Данило Горовой так редко высказывался и был такой молчаливый человек, что в колонии склонны были считать его природным голосом эсный бас, на котором он играл в оркестре. И поэтому сейчас короткое слово Горового показалось всем выражением общего мнения. Все улыбнулись. Может быть, стало легче оттого, что хоть один воришка обнаружен в колонии, а может быть, и оттого, что воришка так глубоко страдает: все-таки другим воришкам пример, пусть видят, как дорого человек платит за преступление. И наконец, можно было улыбаться и еще по одной причине: кто его знает, что там было у Рыжикова в прошлом, но сейчас Рыжиков очень благородно и очень красиво поступил. Он не воспользовался случаем отыграться на ошибке Чернявина, он ответил коротко и с уважением к товарищу. И только он один уже второй раз вскрывает действительные гнойники в коллективе, делает это просто, без фасона, как настоящий товарищ.
Собрание затянулось не для того, чтобы придумывать наказание Левитину. Марк Грингауз в своем слове дал прениям более глубокое направление. Он спросил:
— Надо выяснить во что бы то ни стало, почему такие, как Левитин, которые давно живут в колонии и никогда не крали, вдруг — на тебе: начинают красть? Значит, в нашем коллективе что-то не так организованно? Почему этот самый Левитин украл два французких ключа? Что он будет делать с двумя французкими ключами? Он их будет продавать? Что он может получить за два французких ключа и где он будет их продавать? А скорее всего тут дело не только в этих двух ключах. Пускай Воленко, скажет, он бригадир одной из лучших бригад, в которой столько комсомольцев, пускай скажет, почему так запустили Левитина? Выходит, Левитин не воспитывается у нас, а портится. Пускай Воленко ответит на все эти вопросы.

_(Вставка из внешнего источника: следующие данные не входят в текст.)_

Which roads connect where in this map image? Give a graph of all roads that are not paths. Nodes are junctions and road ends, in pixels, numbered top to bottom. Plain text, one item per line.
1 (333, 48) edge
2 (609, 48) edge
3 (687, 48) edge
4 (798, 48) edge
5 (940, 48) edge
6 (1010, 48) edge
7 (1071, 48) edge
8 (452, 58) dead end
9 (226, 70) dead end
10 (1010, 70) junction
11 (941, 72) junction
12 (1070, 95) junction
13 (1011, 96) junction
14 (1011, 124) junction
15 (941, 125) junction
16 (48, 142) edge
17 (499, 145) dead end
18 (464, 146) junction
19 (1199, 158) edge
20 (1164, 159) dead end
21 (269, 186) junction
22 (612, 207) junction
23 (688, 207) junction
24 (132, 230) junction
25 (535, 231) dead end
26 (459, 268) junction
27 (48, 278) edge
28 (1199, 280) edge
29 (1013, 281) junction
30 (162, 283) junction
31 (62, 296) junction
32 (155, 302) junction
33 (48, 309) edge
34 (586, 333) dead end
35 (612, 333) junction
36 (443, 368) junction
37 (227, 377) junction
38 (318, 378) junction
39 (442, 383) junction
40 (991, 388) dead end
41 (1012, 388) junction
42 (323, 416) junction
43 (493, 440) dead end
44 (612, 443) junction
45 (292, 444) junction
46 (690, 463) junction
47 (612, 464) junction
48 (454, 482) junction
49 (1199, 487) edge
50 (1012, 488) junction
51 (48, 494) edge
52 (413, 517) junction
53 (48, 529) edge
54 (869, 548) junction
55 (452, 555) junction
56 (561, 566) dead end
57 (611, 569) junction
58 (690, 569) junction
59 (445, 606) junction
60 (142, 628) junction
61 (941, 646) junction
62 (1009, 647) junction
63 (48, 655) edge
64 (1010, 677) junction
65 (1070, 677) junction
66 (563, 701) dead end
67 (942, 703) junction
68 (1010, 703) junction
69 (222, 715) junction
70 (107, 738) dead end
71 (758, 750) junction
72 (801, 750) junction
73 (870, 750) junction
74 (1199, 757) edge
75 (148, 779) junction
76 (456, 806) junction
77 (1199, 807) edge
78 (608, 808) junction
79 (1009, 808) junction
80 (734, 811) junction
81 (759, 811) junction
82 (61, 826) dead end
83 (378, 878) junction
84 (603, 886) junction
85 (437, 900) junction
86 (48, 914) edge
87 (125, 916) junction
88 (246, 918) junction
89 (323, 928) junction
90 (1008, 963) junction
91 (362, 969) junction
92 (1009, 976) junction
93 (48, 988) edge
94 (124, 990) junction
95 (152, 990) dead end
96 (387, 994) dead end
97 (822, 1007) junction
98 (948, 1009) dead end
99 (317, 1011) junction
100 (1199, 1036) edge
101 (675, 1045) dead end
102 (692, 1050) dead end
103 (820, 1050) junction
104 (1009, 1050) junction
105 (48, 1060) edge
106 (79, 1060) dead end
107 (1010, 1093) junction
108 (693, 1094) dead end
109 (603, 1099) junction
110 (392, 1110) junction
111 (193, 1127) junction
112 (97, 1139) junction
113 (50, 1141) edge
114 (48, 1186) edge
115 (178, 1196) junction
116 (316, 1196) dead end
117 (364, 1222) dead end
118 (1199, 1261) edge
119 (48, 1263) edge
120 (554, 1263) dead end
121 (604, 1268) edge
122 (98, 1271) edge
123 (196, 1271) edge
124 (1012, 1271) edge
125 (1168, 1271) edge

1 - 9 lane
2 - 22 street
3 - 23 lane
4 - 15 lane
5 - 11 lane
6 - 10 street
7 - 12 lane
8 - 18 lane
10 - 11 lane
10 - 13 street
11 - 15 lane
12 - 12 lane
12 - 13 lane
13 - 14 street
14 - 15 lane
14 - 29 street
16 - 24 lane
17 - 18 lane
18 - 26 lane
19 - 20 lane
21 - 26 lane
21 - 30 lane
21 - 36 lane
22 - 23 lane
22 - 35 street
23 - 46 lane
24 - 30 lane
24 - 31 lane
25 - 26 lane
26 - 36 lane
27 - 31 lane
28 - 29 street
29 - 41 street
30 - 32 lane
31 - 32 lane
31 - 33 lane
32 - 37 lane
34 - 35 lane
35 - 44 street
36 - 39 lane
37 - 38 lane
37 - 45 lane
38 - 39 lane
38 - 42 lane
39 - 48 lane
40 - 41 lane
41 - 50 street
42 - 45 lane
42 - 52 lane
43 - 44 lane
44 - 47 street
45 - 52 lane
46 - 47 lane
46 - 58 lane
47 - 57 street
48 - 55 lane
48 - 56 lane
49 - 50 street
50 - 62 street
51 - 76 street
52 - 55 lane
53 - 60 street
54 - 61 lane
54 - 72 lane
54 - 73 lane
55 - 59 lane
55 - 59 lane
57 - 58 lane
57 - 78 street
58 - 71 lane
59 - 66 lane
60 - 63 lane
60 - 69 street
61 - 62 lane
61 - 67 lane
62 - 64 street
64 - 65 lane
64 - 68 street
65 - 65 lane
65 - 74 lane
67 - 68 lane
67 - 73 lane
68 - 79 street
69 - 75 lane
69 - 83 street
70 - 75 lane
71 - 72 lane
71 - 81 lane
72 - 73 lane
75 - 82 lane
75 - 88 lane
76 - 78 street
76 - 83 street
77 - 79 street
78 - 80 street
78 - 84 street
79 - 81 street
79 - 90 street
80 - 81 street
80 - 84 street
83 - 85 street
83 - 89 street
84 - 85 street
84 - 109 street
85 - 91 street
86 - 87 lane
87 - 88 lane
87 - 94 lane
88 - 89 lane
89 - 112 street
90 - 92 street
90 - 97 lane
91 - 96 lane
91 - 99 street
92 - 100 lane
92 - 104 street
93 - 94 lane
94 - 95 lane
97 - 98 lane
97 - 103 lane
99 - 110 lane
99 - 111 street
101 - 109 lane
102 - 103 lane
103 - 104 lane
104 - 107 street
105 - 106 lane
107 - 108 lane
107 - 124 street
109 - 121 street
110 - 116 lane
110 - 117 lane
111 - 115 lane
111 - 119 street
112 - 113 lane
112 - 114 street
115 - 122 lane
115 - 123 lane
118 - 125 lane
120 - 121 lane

Воленко встал опечаленный. Он не мог радоваться тому, что Рыжиков невинен. Левитин тоже в первой бригаде. И Воленко стоял с грустным лицом, которое казалось еще более грустным отоого, что это было красивое строгое лицо, которое всем нравилось в колонии. Он был так печален, что больно было смотреть на него, и пацаны четвертой бригады смотрели, страдальчески приподняв щеки.